Puis, New York est un État libéral et il n’est traditionnellement pas facile pour un républicain de s’y imposer, même si c’est sur une liste républicaine que Michael Bloomberg, un ancien démocrate, fut élu maire de New York fin 2001 (avant de passer indépendant en 2007). "La marque républicaine est considérée comme toxique dans certains endroits de l’État", explique Phillips. "Même les petites villes du nord de l’État de New York sont modérées", poursuit-il.


Un candidat encombrant


Le mouvement du Tea Party qui s’est imposé dans la campagne aux quatre coins du pays en capitalisant sur le mécontentement des Américains, s’est invité dans l’État libéral. Enfin, le temps d’imposer son candidat – Carl Paladino- à la course pour le poste de gouverneur. Entre-temps, cet homme d’affaires ayant fait fortune dans l’immobilier est parvenu à se griller auprès de l’opinion publique et de nombreux républicains en tenant des propos ouvertement homophobes et en utilisant un langage un peu trop imagé.

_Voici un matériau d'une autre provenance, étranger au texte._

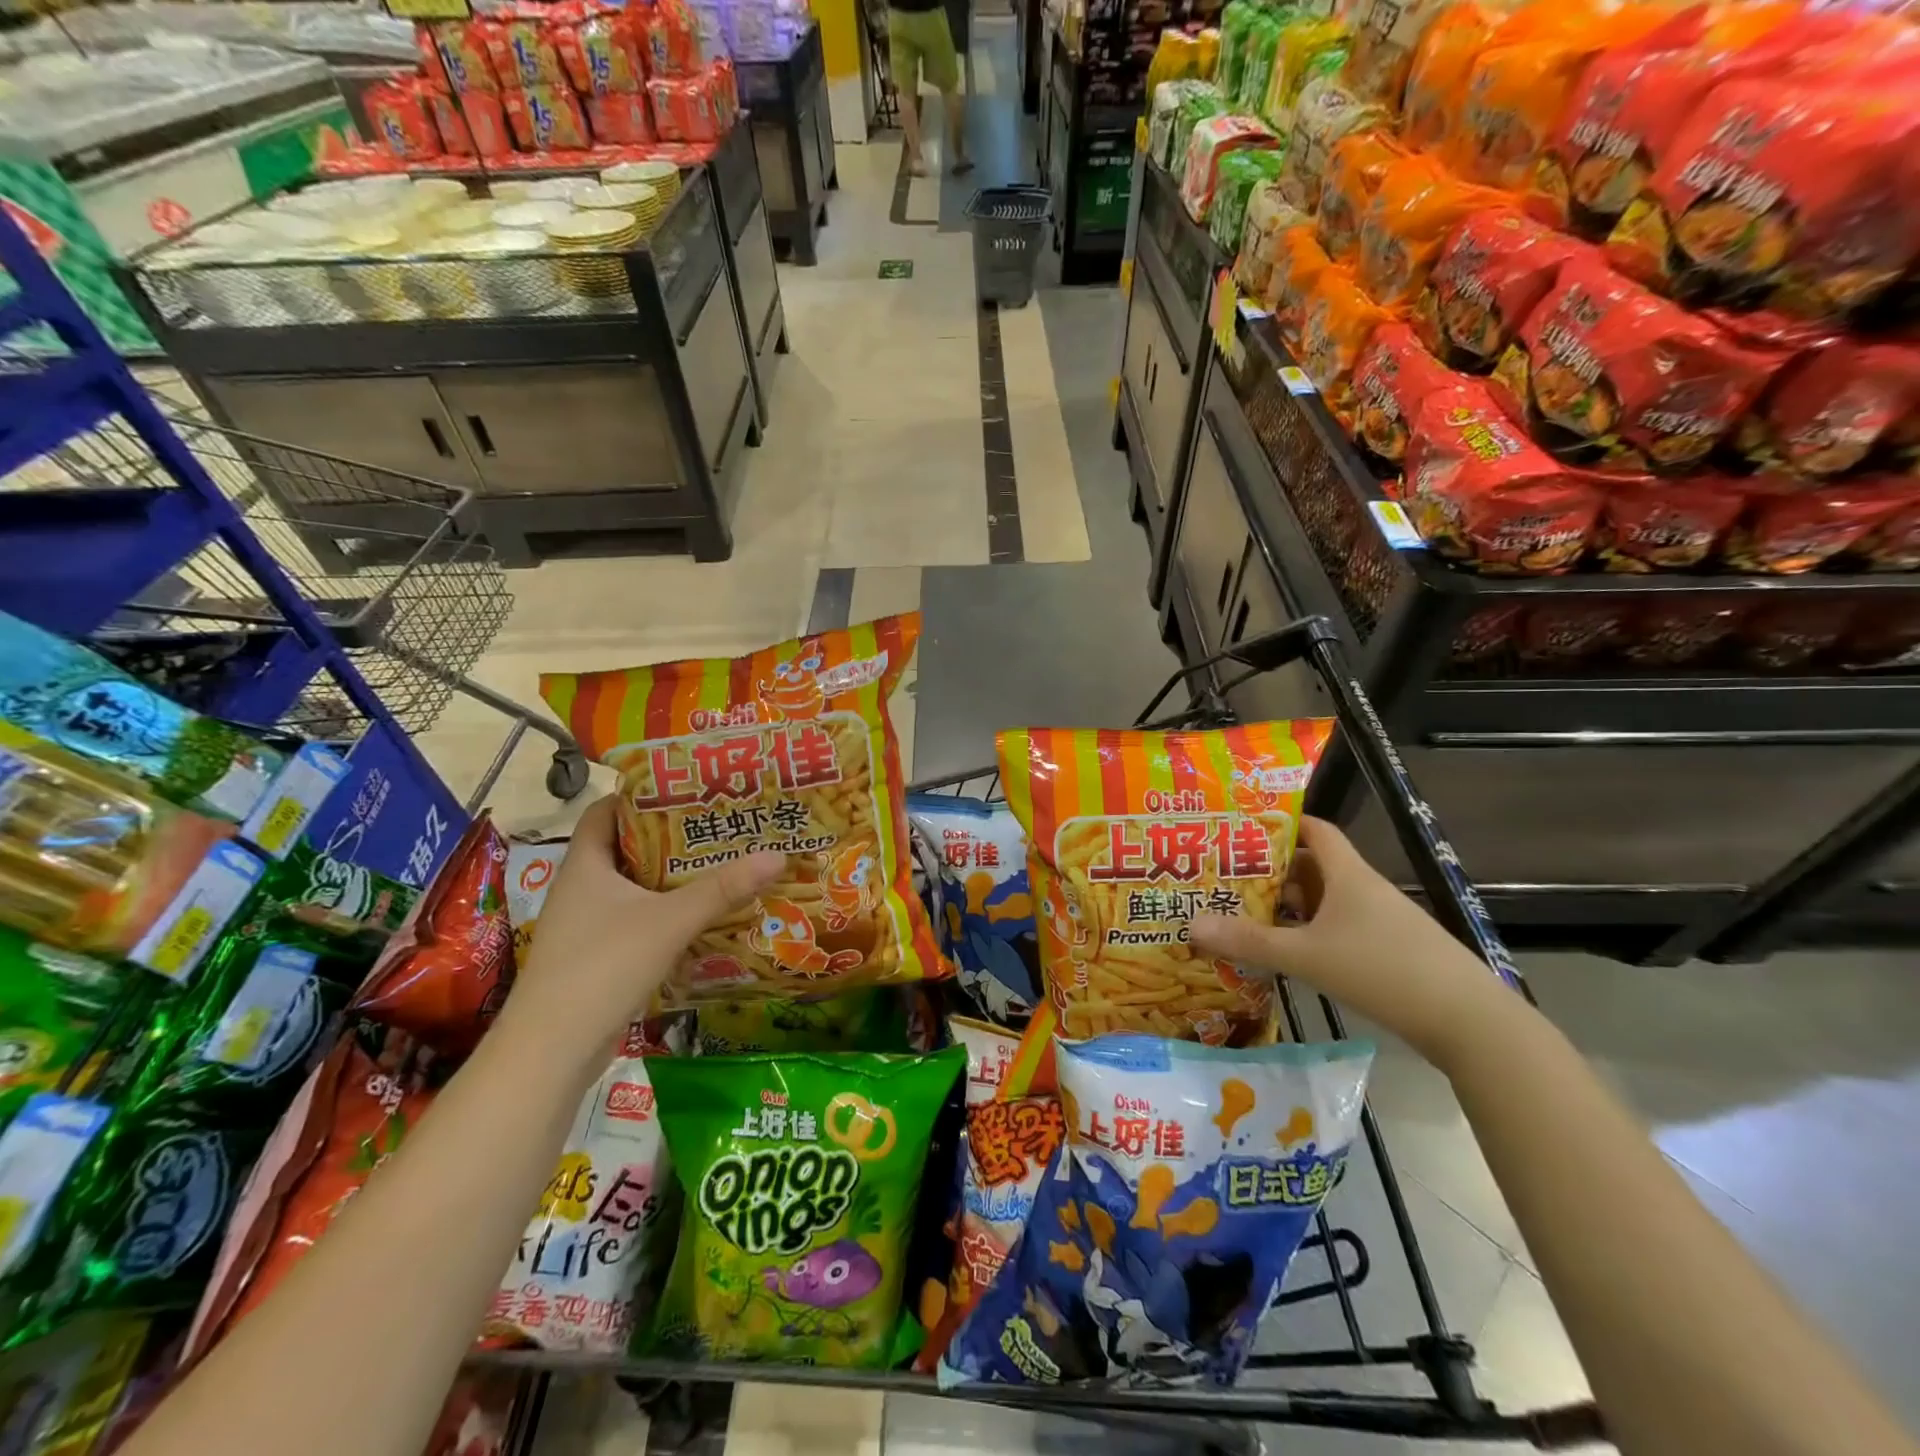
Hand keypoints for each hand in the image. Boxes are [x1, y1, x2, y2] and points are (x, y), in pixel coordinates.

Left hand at [502, 796, 782, 1066]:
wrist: (551, 1051)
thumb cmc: (603, 966)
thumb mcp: (670, 921)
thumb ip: (723, 889)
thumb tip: (777, 854)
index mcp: (585, 865)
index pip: (606, 811)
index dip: (641, 796)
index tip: (687, 790)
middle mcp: (581, 889)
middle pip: (626, 848)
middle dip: (670, 838)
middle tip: (718, 827)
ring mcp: (586, 926)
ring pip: (633, 888)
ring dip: (670, 879)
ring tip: (720, 866)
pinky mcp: (596, 958)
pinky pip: (635, 921)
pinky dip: (665, 914)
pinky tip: (701, 918)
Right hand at [1190, 816, 1515, 1067]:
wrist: (1470, 1022)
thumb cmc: (1383, 970)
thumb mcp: (1307, 956)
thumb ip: (1249, 941)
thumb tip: (1190, 925)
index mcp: (1348, 875)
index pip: (1316, 830)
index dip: (1283, 823)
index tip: (1244, 829)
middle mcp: (1365, 891)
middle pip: (1314, 867)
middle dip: (1273, 872)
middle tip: (1229, 879)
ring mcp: (1383, 923)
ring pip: (1327, 903)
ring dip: (1291, 908)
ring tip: (1247, 916)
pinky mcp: (1392, 952)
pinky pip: (1341, 930)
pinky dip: (1312, 935)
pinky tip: (1290, 956)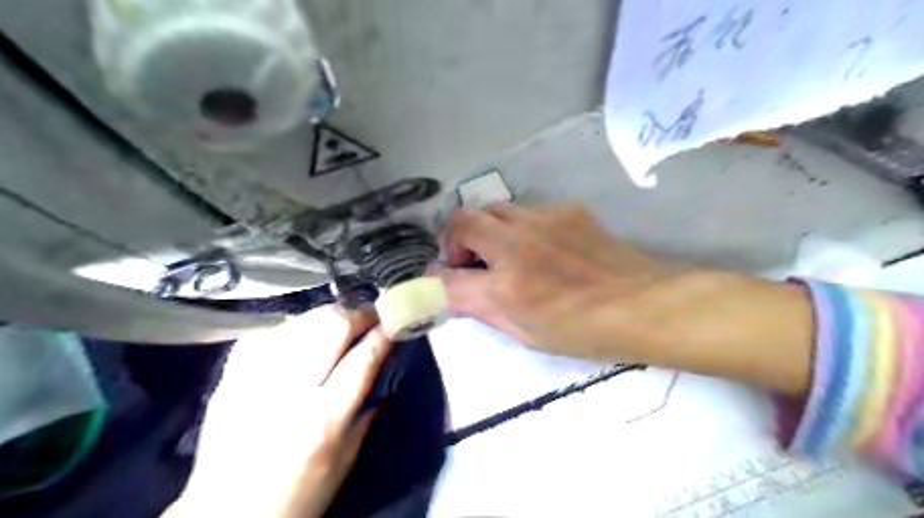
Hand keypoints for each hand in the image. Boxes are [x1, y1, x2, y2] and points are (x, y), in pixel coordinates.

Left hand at [168, 305, 390, 516]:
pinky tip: (302, 332)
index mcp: (322, 421)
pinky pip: (267, 333)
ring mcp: (252, 380)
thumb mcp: (345, 461)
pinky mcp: (228, 378)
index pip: (361, 360)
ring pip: (299, 322)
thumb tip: (384, 365)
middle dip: (357, 315)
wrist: (222, 516)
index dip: (382, 335)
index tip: (393, 322)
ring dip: (327, 316)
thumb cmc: (297, 496)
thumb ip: (367, 409)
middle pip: (329, 328)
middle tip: (369, 316)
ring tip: (339, 322)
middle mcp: (287, 393)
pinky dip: (292, 327)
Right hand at [438, 205, 810, 393]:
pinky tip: (541, 246)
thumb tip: (454, 291)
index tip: (438, 280)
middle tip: (470, 260)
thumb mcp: (526, 333)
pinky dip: (519, 226)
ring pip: (493, 209)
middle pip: (460, 221)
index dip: (433, 279)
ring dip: (486, 229)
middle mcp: (517, 246)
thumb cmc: (585, 332)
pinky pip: (527, 210)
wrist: (645, 304)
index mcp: (507, 288)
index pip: (446, 278)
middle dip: (454, 239)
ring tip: (504, 251)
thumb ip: (484, 308)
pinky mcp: (565, 209)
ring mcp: (542, 221)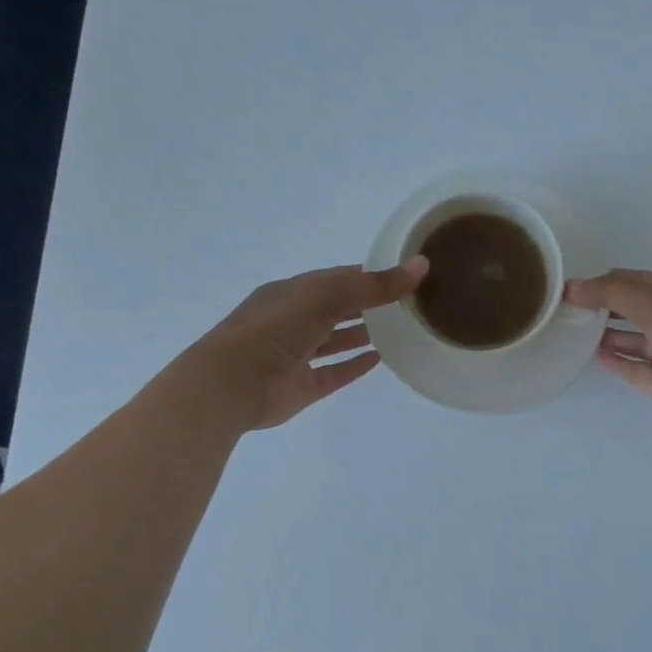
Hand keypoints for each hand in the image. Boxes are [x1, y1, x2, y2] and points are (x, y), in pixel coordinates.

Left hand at [187, 259, 427, 430]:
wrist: (230, 385)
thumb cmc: (274, 329)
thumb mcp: (325, 297)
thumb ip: (373, 285)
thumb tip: (421, 265)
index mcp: (293, 292)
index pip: (337, 278)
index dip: (369, 275)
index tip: (404, 275)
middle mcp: (294, 320)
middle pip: (337, 308)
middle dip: (368, 304)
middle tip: (408, 304)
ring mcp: (297, 354)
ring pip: (335, 340)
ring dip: (362, 333)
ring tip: (399, 330)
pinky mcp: (302, 386)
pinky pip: (333, 373)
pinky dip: (354, 365)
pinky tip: (379, 360)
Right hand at [564, 269, 651, 430]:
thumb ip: (612, 294)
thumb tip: (572, 287)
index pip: (634, 281)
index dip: (603, 281)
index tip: (570, 286)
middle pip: (631, 310)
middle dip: (601, 307)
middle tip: (565, 309)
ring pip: (631, 340)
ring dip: (605, 335)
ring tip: (571, 330)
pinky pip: (633, 369)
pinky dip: (615, 361)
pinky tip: (592, 354)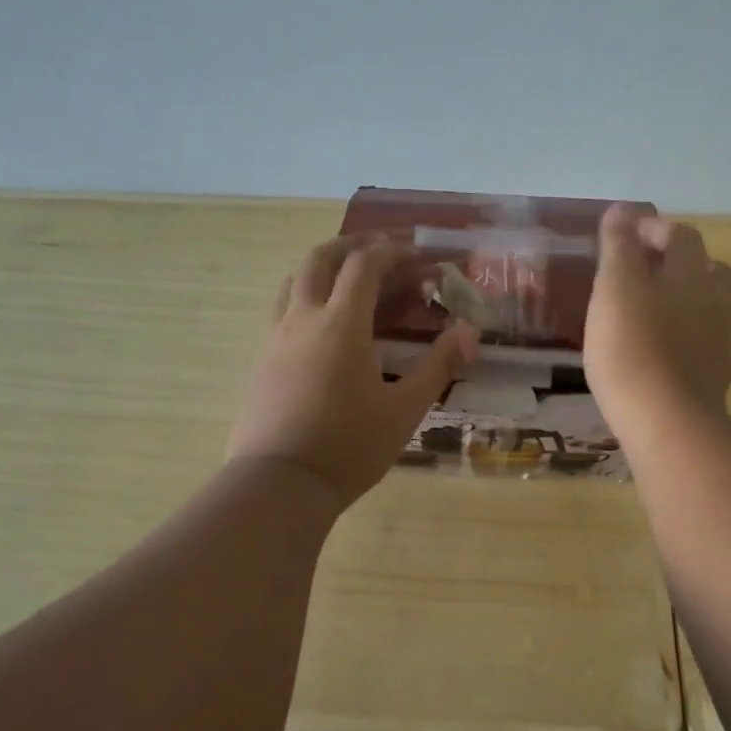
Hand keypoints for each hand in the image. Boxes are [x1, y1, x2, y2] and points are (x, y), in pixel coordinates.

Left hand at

Il a ainsi promis de ramener de l’ordre à Albany, la capitale de l’État, à l’aide d’une batte de baseball. Le mois dernier, il était encore au coude-à-coude avec le très populaire Cuomo. Aujourd’hui c’est un homme fini.


Des démocrates à l’aise


Écœurés, certains membres de son parti se sont même regroupés au sein d’un groupe se présentant comme les "Républicains pour Cuomo". Il faut dire que le discours du candidat démocrate a de quoi plaire à certains conservateurs. Dans une interview au NYT, il a expliqué la semaine dernière qu’il comptait bien mettre fin à la collusion qui existait entre élus démocrates et syndicats tout-puissants, mettre fin à la corruption et instaurer une meilleure gouvernance à Albany. Un discours porteur, en effet.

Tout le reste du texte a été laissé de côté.